▸ **Collected data entries**:
_ _ _ _ _

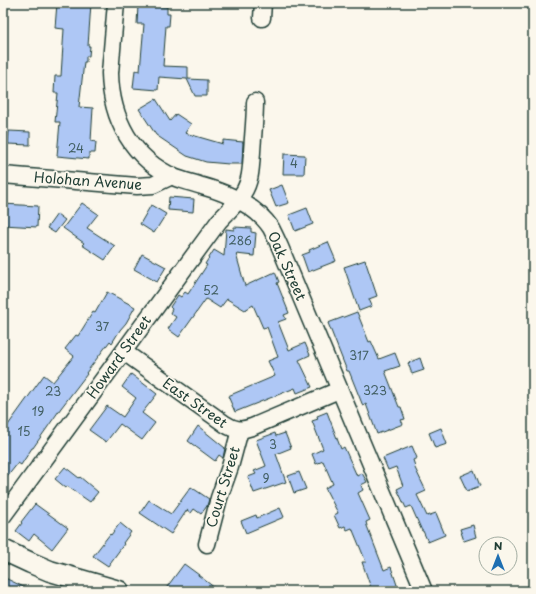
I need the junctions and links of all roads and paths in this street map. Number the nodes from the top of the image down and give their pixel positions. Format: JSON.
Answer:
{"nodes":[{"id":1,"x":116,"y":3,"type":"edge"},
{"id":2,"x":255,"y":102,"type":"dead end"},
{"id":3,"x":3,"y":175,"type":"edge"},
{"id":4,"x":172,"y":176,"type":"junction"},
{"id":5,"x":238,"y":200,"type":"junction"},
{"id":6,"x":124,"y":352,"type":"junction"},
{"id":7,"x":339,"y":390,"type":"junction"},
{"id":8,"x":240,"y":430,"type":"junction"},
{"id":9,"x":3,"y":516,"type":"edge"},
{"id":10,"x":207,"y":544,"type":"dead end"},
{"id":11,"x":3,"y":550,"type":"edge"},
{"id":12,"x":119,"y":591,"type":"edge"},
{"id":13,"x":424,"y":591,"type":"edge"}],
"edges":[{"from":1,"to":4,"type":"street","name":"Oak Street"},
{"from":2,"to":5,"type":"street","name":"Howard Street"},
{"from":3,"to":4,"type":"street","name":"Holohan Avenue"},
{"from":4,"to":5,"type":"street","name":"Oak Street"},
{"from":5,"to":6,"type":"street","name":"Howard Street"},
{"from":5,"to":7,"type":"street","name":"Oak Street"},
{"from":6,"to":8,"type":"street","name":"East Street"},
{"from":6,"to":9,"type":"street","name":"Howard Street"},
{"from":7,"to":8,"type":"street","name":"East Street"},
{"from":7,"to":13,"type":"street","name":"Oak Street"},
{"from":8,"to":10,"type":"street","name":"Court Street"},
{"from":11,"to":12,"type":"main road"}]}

_ _ _ _ _

Copy out the entries verbatim, but skip every picture.

I need the junctions and links of all roads and paths in this street map. Number the nodes from the top of the image down and give their pixel positions. Format: JSON.
Answer:
{"nodes":[{"id":1,"x":116,"y":3,"type":"edge"},
{"id":2,"x":255,"y":102,"type":"dead end"},
{"id":3,"x":3,"y":175,"type":"edge"},
{"id":4,"x":172,"y":176,"type":"junction"},
{"id":5,"x":238,"y":200,"type":"junction"},
{"id":6,"x":124,"y":352,"type":"junction"},
{"id":7,"x":339,"y":390,"type":"junction"},
{"id":8,"x":240,"y":430,"type":"junction"},
{"id":9,"x":3,"y":516,"type":"edge"},
{"id":10,"x":207,"y":544,"type":"dead end"},
{"id":11,"x":3,"y":550,"type":"edge"},
{"id":12,"x":119,"y":591,"type":"edge"},
{"id":13,"x":424,"y":591,"type":"edge"}],
"edges":[{"from":1,"to":4,"type":"street","name":"Oak Street"},
{"from":2,"to":5,"type":"street","name":"Howard Street"},
{"from":3,"to":4,"type":"street","name":"Holohan Avenue"},
{"from":4,"to":5,"type":"street","name":"Oak Street"},
{"from":5,"to":6,"type":"street","name":"Howard Street"},
{"from":5,"to":7,"type":"street","name":"Oak Street"},
{"from":6,"to":8,"type":"street","name":"East Street"},
{"from":6,"to":9,"type":"street","name":"Howard Street"},
{"from":7,"to":8,"type":"street","name":"East Street"},
{"from":7,"to":13,"type":"street","name":"Oak Street"},
{"from":8,"to":10,"type":"street","name":"Court Street"},
{"from":11,"to":12,"type":"main road"}]}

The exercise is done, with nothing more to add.